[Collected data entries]
[Start of Attachment]

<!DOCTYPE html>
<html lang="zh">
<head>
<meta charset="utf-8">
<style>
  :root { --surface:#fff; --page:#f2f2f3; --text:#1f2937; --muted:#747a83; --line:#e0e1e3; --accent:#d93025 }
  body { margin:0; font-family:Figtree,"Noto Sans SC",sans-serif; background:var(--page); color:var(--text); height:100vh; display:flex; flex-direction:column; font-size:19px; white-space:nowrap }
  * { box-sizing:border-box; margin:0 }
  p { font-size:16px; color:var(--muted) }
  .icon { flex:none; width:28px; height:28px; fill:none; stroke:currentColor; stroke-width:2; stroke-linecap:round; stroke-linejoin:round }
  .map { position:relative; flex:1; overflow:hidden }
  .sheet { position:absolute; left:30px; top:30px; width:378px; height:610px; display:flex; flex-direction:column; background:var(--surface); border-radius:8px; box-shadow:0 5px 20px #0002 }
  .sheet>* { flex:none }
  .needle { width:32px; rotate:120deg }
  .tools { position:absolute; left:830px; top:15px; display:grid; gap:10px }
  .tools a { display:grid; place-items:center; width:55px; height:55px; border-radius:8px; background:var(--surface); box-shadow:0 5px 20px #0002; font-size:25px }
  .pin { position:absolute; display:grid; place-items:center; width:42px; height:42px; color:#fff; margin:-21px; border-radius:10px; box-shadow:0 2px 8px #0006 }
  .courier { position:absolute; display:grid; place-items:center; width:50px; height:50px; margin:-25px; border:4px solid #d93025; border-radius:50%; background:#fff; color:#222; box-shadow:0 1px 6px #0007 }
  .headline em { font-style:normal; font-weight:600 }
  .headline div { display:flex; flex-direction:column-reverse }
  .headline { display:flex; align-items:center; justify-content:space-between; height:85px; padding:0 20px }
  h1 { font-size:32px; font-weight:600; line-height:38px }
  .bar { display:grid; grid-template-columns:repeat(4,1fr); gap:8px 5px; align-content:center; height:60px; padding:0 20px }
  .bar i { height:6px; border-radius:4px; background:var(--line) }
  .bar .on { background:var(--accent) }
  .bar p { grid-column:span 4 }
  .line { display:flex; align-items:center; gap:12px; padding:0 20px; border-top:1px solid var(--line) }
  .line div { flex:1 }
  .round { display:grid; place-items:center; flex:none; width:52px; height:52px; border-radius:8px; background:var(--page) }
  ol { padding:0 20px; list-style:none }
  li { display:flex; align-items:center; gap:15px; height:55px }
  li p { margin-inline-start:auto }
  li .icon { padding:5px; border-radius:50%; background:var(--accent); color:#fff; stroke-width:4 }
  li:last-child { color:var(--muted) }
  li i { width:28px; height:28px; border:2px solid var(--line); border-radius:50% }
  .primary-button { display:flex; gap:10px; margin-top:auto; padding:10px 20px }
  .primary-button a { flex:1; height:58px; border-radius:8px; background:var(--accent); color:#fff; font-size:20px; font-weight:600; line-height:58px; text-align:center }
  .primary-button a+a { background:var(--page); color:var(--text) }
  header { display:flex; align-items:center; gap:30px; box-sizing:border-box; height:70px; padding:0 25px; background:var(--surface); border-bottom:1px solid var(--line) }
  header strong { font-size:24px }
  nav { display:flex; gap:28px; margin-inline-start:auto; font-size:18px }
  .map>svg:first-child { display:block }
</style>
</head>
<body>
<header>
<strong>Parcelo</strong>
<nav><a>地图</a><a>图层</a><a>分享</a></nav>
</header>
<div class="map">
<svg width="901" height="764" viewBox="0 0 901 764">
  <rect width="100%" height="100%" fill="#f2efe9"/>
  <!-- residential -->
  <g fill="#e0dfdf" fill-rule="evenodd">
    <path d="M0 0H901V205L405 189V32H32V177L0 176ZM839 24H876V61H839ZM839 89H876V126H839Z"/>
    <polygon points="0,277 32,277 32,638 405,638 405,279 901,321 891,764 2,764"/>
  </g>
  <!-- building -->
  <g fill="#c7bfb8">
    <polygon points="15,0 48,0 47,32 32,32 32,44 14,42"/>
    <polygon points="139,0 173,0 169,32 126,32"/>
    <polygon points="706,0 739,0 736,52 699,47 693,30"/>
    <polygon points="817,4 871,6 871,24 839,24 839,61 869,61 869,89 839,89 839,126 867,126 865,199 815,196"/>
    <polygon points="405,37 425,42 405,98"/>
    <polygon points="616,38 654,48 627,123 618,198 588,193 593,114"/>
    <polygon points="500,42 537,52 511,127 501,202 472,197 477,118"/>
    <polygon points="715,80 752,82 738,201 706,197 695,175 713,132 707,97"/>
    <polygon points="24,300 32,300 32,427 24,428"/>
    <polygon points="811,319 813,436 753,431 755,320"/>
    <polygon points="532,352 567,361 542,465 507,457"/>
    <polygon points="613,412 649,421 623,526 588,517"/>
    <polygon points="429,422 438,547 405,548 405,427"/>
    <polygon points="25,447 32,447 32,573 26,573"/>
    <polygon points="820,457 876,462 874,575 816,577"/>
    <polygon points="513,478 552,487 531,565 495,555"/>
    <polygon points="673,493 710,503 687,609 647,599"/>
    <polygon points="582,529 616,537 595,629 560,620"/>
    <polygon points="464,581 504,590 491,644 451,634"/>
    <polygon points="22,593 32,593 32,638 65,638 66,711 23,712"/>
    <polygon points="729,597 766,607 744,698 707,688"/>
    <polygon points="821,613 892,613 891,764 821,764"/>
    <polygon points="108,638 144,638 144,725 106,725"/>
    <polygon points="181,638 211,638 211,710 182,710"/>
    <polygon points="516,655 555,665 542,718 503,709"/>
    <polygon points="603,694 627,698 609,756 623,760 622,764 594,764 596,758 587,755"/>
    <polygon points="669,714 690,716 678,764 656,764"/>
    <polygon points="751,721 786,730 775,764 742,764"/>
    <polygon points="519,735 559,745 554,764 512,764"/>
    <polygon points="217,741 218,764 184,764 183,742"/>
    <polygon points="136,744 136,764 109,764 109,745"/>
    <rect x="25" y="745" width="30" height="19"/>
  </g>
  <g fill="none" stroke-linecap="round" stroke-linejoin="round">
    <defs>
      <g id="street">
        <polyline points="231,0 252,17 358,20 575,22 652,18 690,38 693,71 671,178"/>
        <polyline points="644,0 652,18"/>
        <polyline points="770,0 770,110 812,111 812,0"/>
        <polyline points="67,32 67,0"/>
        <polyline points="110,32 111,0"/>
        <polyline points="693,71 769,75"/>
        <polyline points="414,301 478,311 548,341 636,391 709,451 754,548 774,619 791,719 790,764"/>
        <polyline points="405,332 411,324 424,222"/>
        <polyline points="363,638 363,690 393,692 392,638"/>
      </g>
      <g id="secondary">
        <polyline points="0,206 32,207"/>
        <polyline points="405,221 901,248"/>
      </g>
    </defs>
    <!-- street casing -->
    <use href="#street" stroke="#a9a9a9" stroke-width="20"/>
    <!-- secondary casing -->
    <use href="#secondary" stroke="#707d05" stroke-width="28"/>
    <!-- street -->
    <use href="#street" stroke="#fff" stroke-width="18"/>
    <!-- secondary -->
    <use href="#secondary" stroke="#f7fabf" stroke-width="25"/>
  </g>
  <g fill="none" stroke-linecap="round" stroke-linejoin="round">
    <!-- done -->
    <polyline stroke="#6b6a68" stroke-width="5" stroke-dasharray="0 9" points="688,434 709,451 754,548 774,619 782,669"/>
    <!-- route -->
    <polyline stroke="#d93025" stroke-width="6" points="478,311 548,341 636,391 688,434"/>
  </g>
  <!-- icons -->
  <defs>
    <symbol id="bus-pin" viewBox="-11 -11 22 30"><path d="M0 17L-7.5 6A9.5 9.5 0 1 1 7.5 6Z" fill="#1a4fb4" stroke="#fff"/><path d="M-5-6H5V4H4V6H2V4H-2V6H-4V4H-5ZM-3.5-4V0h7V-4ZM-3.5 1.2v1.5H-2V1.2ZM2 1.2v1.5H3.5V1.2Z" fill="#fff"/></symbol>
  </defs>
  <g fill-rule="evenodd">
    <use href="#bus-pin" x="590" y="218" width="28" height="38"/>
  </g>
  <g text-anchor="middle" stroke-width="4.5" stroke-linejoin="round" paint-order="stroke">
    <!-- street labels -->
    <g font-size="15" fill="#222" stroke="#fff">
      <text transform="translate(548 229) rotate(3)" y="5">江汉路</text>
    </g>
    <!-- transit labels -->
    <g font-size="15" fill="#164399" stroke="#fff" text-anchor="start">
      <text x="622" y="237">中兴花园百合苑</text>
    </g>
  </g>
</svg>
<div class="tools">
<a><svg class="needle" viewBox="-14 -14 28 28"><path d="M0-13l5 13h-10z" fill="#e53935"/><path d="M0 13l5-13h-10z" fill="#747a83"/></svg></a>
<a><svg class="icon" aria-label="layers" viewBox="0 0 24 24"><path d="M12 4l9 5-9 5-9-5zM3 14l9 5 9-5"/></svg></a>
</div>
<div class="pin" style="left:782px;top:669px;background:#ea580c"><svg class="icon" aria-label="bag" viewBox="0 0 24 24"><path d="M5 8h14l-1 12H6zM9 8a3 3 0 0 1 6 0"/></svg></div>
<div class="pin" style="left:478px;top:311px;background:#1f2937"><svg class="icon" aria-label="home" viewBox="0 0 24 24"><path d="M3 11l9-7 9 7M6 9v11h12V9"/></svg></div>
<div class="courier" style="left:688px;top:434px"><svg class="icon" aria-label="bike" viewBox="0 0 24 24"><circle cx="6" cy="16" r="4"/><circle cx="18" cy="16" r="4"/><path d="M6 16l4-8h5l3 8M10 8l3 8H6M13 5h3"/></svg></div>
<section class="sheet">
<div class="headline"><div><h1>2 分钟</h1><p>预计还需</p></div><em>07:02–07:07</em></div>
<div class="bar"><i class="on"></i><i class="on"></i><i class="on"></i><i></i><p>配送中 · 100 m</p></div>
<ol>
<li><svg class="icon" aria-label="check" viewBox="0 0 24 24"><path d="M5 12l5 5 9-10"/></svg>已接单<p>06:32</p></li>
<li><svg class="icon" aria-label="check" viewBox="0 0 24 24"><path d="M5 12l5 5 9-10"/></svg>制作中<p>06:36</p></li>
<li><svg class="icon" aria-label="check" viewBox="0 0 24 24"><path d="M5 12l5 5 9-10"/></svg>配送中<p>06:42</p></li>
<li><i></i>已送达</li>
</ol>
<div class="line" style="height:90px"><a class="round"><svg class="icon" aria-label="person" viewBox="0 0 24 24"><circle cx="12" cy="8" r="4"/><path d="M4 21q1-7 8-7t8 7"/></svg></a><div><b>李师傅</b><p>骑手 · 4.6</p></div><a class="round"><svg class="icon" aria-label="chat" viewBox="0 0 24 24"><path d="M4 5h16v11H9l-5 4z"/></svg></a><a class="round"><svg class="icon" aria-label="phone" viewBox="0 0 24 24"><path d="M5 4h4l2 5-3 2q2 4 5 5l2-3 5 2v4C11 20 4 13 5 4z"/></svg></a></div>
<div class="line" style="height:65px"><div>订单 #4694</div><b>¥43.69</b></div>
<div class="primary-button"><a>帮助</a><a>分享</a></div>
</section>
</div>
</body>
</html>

[End of Attachment]

ACTION ITEM ▸ Restate word for word only the lines running from the beginning of the data to the line holding "display:grid; place-items:center; width:55px;", both included.

ANSWER BOX ▸
<!DOCTYPE html>
<html lang="zh">
<head>
<meta charset="utf-8">
<style>
  :root { --surface:#fff; --page:#f2f2f3; --text:#1f2937; --muted:#747a83; --line:#e0e1e3; --accent:#d93025 }
  body { margin:0; font-family:Figtree,"Noto Sans SC",sans-serif; background:var(--page); color:var(--text); height:100vh; display:flex; flex-direction:column; font-size:19px; white-space:nowrap }
  * { box-sizing:border-box; margin:0 }
  p { font-size:16px; color:var(--muted) }
  .icon { flex:none; width:28px; height:28px; fill:none; stroke:currentColor; stroke-width:2; stroke-linecap:round; stroke-linejoin:round }
  .map { position:relative; flex:1; overflow:hidden }
  .sheet { position:absolute; left:30px; top:30px; width:378px; height:610px; display:flex; flex-direction:column; background:var(--surface); border-radius:8px; box-shadow:0 5px 20px #0002 }
  .sheet>* { flex:none }
  .needle { width:32px; rotate:120deg }
  .tools { position:absolute; left:830px; top:15px; display:grid; gap:10px }
  .tools a { display:grid; place-items:center; width:55px; height:55px; border-radius:8px; background:var(--surface); box-shadow:0 5px 20px #0002; font-size:25px }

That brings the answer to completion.